#### [What you are asked to do]
Find "Write the network" in the data below; transcribe the line it appears on and each line after it, exactly, to the end, and nothing else.

Saved entries
BEGIN

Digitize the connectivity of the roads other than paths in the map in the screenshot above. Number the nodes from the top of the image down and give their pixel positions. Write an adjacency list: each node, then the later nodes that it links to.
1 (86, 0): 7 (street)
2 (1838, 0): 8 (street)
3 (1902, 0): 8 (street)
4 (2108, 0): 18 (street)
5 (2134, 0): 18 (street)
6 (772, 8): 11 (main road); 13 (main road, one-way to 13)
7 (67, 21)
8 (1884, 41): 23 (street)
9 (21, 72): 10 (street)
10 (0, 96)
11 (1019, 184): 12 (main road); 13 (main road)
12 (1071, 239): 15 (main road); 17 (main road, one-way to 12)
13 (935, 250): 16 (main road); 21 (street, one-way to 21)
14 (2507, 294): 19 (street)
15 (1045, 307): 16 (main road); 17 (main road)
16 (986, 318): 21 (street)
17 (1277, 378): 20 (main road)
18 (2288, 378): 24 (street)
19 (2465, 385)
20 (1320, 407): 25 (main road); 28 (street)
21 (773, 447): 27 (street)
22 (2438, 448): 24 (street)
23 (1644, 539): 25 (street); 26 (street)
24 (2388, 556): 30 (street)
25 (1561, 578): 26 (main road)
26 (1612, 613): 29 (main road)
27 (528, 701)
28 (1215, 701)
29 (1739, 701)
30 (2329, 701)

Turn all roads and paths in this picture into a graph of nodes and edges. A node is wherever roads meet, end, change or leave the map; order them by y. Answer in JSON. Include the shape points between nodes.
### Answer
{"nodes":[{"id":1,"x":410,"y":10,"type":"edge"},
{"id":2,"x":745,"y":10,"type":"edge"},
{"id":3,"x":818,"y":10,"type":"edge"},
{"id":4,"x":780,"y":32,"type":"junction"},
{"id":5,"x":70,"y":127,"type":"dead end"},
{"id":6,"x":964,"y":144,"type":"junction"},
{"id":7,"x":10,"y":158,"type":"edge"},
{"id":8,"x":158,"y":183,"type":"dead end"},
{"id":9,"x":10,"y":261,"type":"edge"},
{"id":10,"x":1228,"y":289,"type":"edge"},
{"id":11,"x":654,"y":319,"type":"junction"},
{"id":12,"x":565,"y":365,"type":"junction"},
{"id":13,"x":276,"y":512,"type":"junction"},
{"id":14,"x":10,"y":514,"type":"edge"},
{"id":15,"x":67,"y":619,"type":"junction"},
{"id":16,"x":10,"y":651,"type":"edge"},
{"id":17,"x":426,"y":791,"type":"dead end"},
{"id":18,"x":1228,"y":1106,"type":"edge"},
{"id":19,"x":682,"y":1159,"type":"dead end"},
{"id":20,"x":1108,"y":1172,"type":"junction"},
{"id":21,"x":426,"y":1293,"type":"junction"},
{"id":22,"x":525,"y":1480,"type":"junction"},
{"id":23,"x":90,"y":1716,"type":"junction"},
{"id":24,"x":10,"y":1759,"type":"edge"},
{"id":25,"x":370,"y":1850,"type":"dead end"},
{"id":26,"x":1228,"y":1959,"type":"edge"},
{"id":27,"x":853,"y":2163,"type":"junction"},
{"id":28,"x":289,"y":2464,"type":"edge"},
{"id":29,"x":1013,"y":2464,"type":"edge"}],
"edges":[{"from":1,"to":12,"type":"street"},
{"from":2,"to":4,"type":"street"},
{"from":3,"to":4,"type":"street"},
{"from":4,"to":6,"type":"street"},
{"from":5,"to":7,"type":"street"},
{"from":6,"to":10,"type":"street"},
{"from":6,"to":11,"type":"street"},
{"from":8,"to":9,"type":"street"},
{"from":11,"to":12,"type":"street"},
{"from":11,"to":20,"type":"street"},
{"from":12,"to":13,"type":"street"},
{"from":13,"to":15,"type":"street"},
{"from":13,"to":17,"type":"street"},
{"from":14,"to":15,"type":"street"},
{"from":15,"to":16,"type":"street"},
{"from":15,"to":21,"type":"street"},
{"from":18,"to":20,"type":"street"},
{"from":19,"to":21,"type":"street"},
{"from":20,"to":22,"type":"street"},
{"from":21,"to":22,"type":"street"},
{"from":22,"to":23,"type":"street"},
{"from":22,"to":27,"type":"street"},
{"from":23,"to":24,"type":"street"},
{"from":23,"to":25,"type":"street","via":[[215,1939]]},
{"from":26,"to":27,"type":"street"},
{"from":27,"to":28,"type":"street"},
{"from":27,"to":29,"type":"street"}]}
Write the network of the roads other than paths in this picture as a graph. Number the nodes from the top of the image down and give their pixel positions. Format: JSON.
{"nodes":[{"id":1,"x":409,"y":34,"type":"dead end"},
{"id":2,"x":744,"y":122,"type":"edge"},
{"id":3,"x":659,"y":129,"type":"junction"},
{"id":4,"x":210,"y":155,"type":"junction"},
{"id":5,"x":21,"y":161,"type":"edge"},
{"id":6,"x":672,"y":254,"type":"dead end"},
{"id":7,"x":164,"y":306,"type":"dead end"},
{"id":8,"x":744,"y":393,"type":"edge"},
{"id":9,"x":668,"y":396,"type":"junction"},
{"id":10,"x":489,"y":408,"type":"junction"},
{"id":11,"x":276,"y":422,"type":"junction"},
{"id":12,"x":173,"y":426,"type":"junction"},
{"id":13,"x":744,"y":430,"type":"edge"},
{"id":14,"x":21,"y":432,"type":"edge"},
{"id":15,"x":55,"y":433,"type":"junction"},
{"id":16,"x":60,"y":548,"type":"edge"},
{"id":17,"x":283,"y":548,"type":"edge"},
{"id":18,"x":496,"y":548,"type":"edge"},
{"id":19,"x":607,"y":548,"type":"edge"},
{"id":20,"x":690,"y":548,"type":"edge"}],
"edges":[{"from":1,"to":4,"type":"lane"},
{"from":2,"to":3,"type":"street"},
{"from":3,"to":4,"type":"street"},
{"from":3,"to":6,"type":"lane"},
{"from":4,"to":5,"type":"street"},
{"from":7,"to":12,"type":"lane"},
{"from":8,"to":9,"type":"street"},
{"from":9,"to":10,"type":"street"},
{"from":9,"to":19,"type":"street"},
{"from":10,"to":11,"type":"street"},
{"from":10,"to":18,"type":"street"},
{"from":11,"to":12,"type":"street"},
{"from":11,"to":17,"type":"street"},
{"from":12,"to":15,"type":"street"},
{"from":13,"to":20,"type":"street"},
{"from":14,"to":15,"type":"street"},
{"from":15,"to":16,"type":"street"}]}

END

#### [Answer for the task]
Write the network of the roads other than paths in this picture as a graph. Number the nodes from the top of the image down and give their pixel positions. Format: JSON.
{"nodes":[{"id":1,"x":409,"y":34,"type":"dead end"},
{"id":2,"x":744,"y":122,"type":"edge"},
{"id":3,"x":659,"y":129,"type":"junction"},
{"id":4,"x":210,"y":155,"type":"junction"},
{"id":5,"x":21,"y":161,"type":"edge"},
{"id":6,"x":672,"y":254,"type":"dead end"},
{"id":7,"x":164,"y":306,"type":"dead end"},
{"id":8,"x":744,"y":393,"type":"edge"},
{"id":9,"x":668,"y":396,"type":"junction"},
{"id":10,"x":489,"y":408,"type":"junction"},
{"id":11,"x":276,"y":422,"type":"junction"},
{"id":12,"x":173,"y":426,"type":"junction"},
{"id":13,"x":744,"y":430,"type":"edge"},
{"id":14,"x":21,"y":432,"type":"edge"},
{"id":15,"x":55,"y":433,"type":"junction"},
{"id":16,"x":60,"y":548,"type":"edge"},
{"id":17,"x":283,"y":548,"type":"edge"},
{"id":18,"x":496,"y":548,"type":"edge"},
{"id":19,"x":607,"y":548,"type":"edge"},
{"id":20,"x":690,"y":548,"type":"edge"}],
"edges":[{"from":1,"to":4,"type":"lane"},
{"from":2,"to":3,"type":"street"},
{"from":3,"to":4,"type":"street"},
{"from":3,"to":6,"type":"lane"},
{"from":4,"to":5,"type":"street"},
{"from":7,"to":12,"type":"lane"},
{"from":8,"to":9,"type":"street"},
{"from":9,"to":10,"type":"street"},
{"from":9,"to":19,"type":"street"},
{"from":10,"to":11,"type":"street"},
{"from":10,"to":18,"type":"street"},
{"from":11,"to":12,"type":"street"},
{"from":11,"to":17,"type":"street"},
{"from":12,"to":15,"type":"street"},
{"from":13,"to":20,"type":"street"},
{"from":14,"to":15,"type":"street"},
{"from":15,"to":16,"type":"street"}]}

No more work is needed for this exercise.